Saturday, February 16, 2008

At the beach

Dedication is making art even when you're at the beach on a rare sunny week in the dead of winter. I took a small box of compost papers and the bare necessities for making collages... my glue pot, scissors, a stencil a stamp pad and a single set of alphabet stamps... just enough toys to play with but not so much that it felt like work. We were in a condo perched high above the Pacific in Depoe Bay, Oregon where the water is wild and the rocky coast is dangerous, and where sandy beaches are few and far between. We did find a lovely little state park at Fogerty Creek where one parks on the east side of Hwy. 101 and walks west, under the highway and alongside the creek and finally out onto the sand... quite large grains of sand that looks like tiny rocks.


An excursion to the Oregon Coast Aquarium in Newport was a highlight and I went nuts photographing the underwater sea life. I love jelly fish and got some good photos but had more fun in the transparent tunnel where one can walk through the water and experience fish swimming all around. I wasn't successful in photographing leopard shark but I'll remember their patterns for future use in a painting.




















One of the first things I did after we checked into our condo was to take all my papers out of the box and choose the colors that might best serve me for the one piece I wanted to do; I put the rest back into the box for another time. Once I was set up I knew I would dabble now and then and get some work done during our down times. Here's a photo of my dear husband who good-naturedly found a tiny space on the table where he could eat breakfast.
We did some beach walking, lots of driving and sightseeing, ate most meals out (I don't cook on vacation if I can get away with it.), read a lot, and stared at the sea, mesmerized by the rhythm of the waves and enthralled by the sounds of the waves and sea spray. It was LOUD there on the edge of the continent, and so peaceful. At the shore I often feel the a sense of the ocean down deep in my core, calming me, filling me with a quiet joy.

I nibbled at making my art, working first thing in the morning one day, all afternoon another day, and now and again until yesterday it was finished. The art part is simple... 3 main pieces of paper, 2 painted ones and one solid color, but it took quite awhile to settle on the composition and those 3 pieces. I have had the experience of just tossing down some papers and have it work without much effort but that usually doesn't happen, nor did it this week. So here's the result.... Optimistic.

Sunday, February 10, 2008

it didn't come easy


Writing for this blog isn’t coming easy for me this week… I’ve composed several paragraphs but nothing is worth publishing so I won’t bother with the writing and simply show you this week’s best work. We’re going to the beach for a few days…listening to the surf pound the rocks will be just what the doctor ordered. I go to the ocean to heal, to rest, to get refreshed by God’s marvelous creation.
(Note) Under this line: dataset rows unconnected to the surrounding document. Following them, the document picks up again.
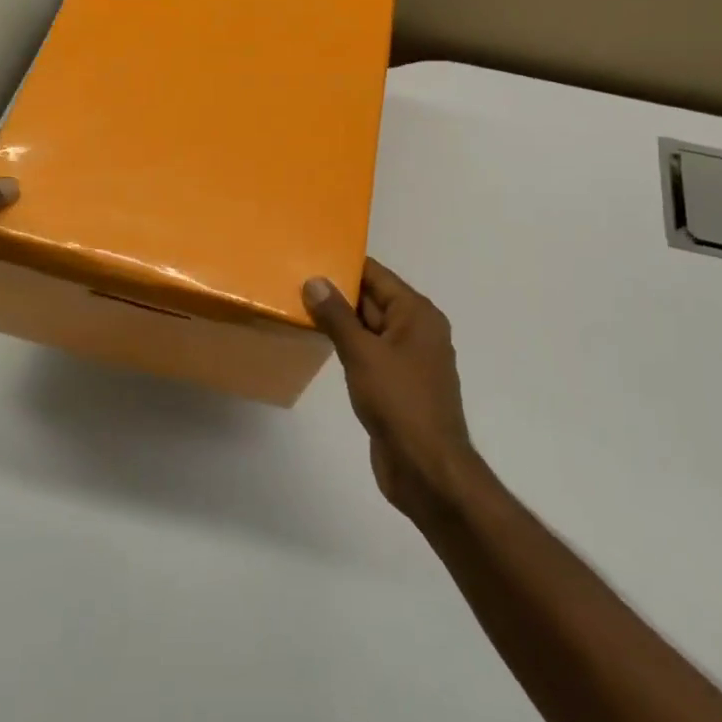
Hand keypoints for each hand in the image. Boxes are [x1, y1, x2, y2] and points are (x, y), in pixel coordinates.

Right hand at [304, 260, 478, 521]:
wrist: (426, 468)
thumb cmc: (399, 402)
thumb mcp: (363, 353)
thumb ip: (337, 316)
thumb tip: (315, 280)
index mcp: (417, 314)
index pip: (377, 276)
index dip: (346, 264)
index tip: (311, 253)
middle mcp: (416, 330)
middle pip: (373, 300)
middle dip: (338, 292)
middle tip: (295, 279)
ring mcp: (407, 359)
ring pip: (369, 328)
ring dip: (339, 320)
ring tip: (299, 306)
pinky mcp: (396, 385)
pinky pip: (368, 353)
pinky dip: (347, 346)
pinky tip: (319, 343)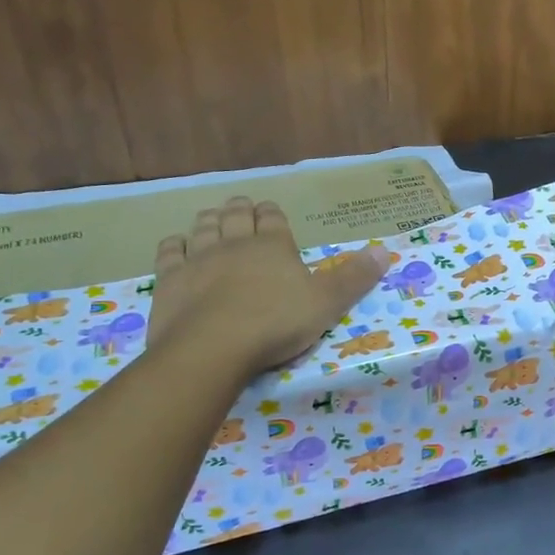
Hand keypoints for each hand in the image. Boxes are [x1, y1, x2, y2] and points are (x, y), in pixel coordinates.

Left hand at [148, 197, 390, 374]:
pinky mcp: (169, 280)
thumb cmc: (277, 324)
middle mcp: (234, 243)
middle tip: (240, 207)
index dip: (272, 212)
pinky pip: (169, 252)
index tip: (271, 212)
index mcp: (273, 246)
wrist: (213, 347)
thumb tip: (385, 250)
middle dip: (239, 209)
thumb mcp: (327, 303)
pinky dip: (174, 244)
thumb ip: (355, 277)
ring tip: (212, 219)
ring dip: (208, 220)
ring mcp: (198, 259)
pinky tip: (176, 245)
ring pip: (202, 227)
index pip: (273, 217)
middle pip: (234, 216)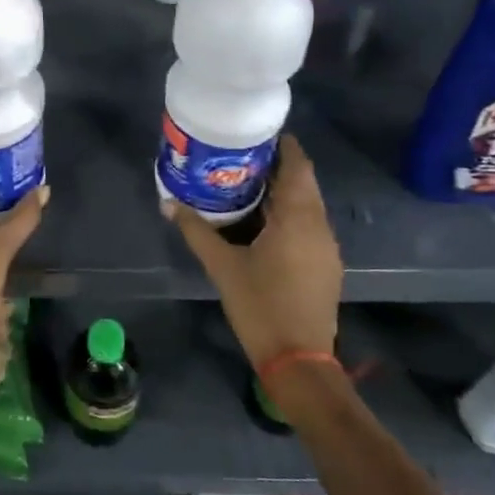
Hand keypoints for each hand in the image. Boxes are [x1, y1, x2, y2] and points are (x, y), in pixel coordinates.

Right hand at [171, 134, 343, 366]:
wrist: (298, 361)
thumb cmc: (260, 306)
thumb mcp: (222, 266)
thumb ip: (196, 230)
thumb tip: (168, 202)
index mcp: (298, 219)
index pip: (298, 167)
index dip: (283, 146)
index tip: (256, 133)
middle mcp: (319, 227)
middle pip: (303, 183)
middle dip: (277, 166)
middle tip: (241, 155)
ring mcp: (326, 248)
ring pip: (307, 205)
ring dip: (283, 190)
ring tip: (246, 182)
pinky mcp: (324, 266)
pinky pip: (308, 225)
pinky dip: (288, 213)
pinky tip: (262, 220)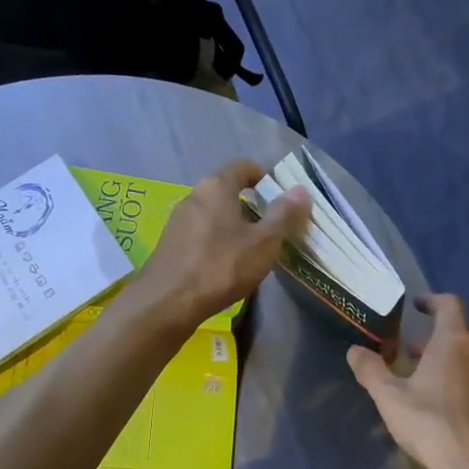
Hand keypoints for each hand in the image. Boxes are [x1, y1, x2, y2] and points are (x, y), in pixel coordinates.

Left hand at [138, 159, 309, 330]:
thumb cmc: (221, 266)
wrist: (168, 302)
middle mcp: (193, 195)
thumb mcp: (263, 242)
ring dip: (233, 225)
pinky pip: (201, 233)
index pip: (243, 166)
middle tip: (271, 228)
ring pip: (213, 214)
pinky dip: (217, 241)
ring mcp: (178, 220)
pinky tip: (225, 265)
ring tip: (251, 250)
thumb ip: (283, 214)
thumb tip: (301, 190)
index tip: (280, 197)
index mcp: (216, 186)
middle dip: (251, 205)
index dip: (264, 176)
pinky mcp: (170, 243)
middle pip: (227, 190)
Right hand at [347, 294, 468, 468]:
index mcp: (455, 342)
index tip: (416, 306)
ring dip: (445, 363)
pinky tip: (442, 408)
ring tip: (420, 381)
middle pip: (457, 334)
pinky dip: (459, 383)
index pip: (449, 305)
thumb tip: (355, 351)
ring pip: (468, 360)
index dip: (432, 301)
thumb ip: (371, 370)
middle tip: (407, 352)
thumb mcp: (390, 398)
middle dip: (431, 340)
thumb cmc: (433, 425)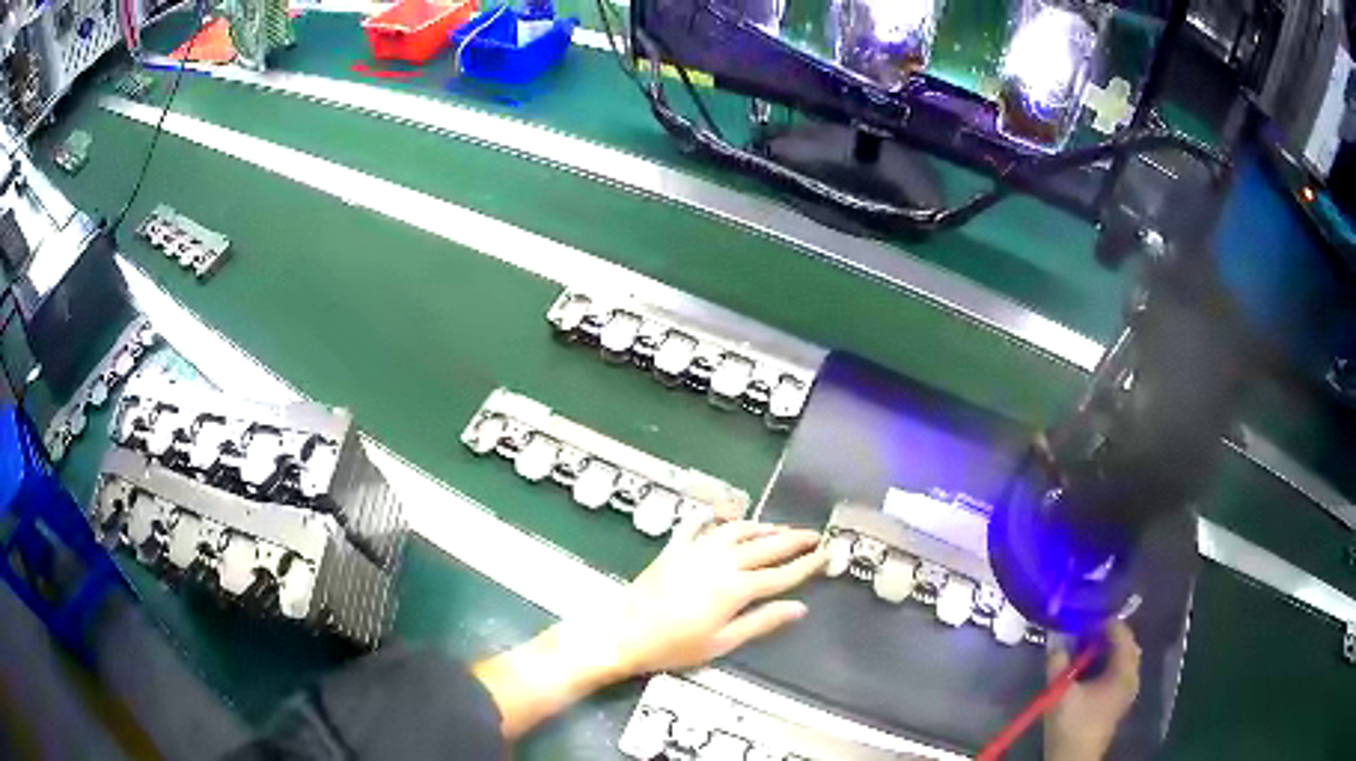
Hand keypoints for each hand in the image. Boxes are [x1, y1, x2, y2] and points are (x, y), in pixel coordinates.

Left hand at [595, 519, 828, 678]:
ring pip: (737, 530)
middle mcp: (721, 561)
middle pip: (765, 546)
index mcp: (737, 588)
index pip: (781, 574)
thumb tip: (800, 608)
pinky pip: (697, 524)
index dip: (807, 564)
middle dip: (793, 540)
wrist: (623, 632)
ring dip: (761, 527)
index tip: (828, 554)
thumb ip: (762, 622)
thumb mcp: (723, 643)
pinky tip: (723, 514)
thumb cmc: (675, 646)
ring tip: (779, 528)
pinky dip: (713, 516)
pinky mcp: (674, 548)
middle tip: (814, 535)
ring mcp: (696, 551)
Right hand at [1045, 621, 1141, 760]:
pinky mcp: (1119, 701)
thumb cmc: (1071, 725)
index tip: (1087, 617)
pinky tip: (1090, 669)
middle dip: (1109, 636)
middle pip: (1127, 646)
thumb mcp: (1060, 693)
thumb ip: (1058, 663)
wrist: (1074, 759)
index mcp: (1124, 672)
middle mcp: (1132, 677)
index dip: (1106, 623)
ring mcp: (1128, 691)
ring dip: (1109, 651)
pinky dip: (1109, 664)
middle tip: (1086, 632)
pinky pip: (1120, 671)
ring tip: (1086, 649)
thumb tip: (1055, 639)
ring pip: (1124, 659)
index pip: (1122, 635)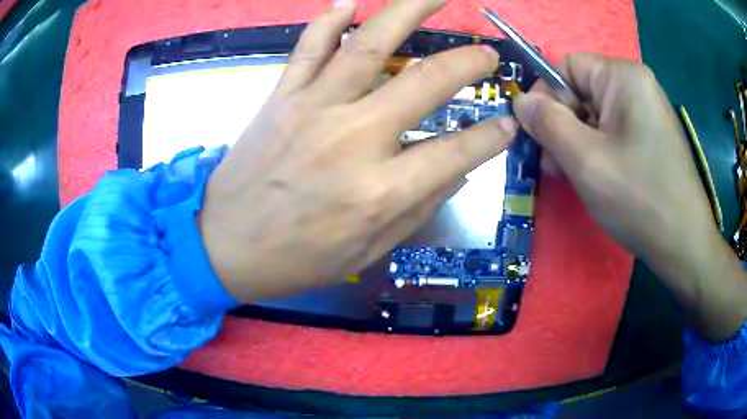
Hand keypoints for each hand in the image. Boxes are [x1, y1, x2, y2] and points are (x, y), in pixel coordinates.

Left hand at [199, 0, 516, 301]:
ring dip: (408, 11)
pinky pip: (307, 48)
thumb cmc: (296, 259)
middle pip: (426, 81)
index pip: (457, 151)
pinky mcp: (280, 97)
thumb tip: (456, 170)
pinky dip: (327, 22)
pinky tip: (347, 3)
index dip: (491, 136)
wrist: (222, 245)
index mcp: (380, 191)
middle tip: (487, 51)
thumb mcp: (367, 252)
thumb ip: (417, 208)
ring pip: (369, 44)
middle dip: (467, 62)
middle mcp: (353, 138)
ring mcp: (313, 109)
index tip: (509, 122)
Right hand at [514, 53, 746, 340]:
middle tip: (555, 166)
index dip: (547, 97)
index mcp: (623, 77)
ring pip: (596, 113)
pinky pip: (613, 130)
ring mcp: (647, 110)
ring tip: (574, 176)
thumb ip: (547, 124)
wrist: (684, 244)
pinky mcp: (651, 134)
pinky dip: (598, 150)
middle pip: (582, 91)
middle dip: (563, 125)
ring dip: (578, 141)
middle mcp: (636, 84)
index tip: (540, 137)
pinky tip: (597, 177)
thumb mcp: (586, 161)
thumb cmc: (639, 199)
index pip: (568, 67)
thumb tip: (520, 101)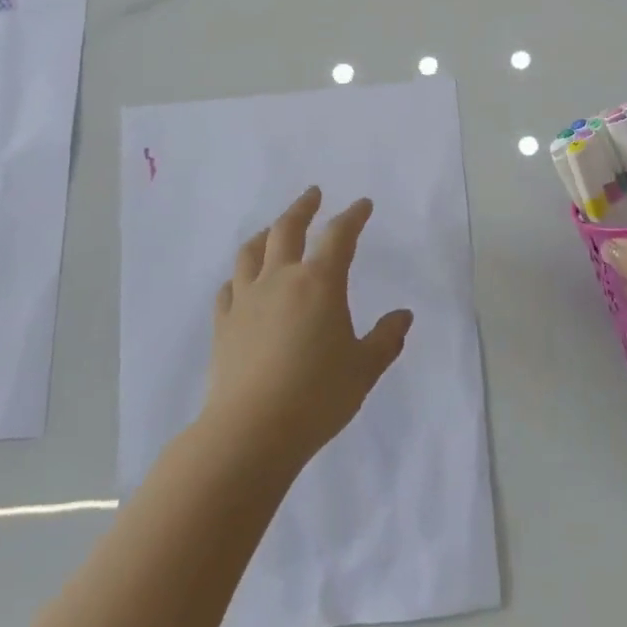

Saturday, February 02, 2008

What motivates you to work?

What motivates you to work? I’ve come to know that I need deadlines; left to myself I can fritter away a day along with the best of the procrastinators even though I have the best intentions in the world. Look at this week. I usually start on my sermon note piece by Monday afternoon but what with this bad cold, a new baby, and all sorts of other challenges I didn’t really start until Wednesday. I listened to the sermon on CD and took lots of notes, made some lists, and drew a page full of compositions but I didn’t start with the art until Friday. Let me tell you… my Saturday deadline was looming over my head because these pieces take lots of time! I had no wiggle room.

Then I couldn’t find the right shade of blue paper, so I got out my acrylic and inks and stained a bunch of rice paper. When I tested my pen and my stamp pad ink I found that the ink bled on the paper. Now in near panic mode I emailed my calligrapher friend Alesia who knows all about ink and paper, asking how one seals soft papers.

You see, when paper is hand made, like the rice paper I used, it may not have been sized to prevent ink from seeping into the fibers like blotter paper. This was the case with my paper. An online source gave a recipe for cooking gelatin, alum, and water which is boiled and painted onto the paper to seal the surface. I did that. I then made the artwork and then I followed Alesia’s suggestion to paint the paper with 1:1 acrylic matte medium and water. It worked. No bleeding ink.

I’ve put in quite a few really pleasant hours today doing the rubber stamping and stenciling on this piece. It’s my favorite part of this work… it’s a quiet time, and meditative, prayer-like, and I find myself memorizing the lines, asking myself and God all sorts of questions. I get into a rhythm, listen to a bit of music, time flies, and it almost seems like the world pauses to stretch my time to fit the amount of work I have to do. Now it’s finished and I am thinking about the next composition and the next deadline.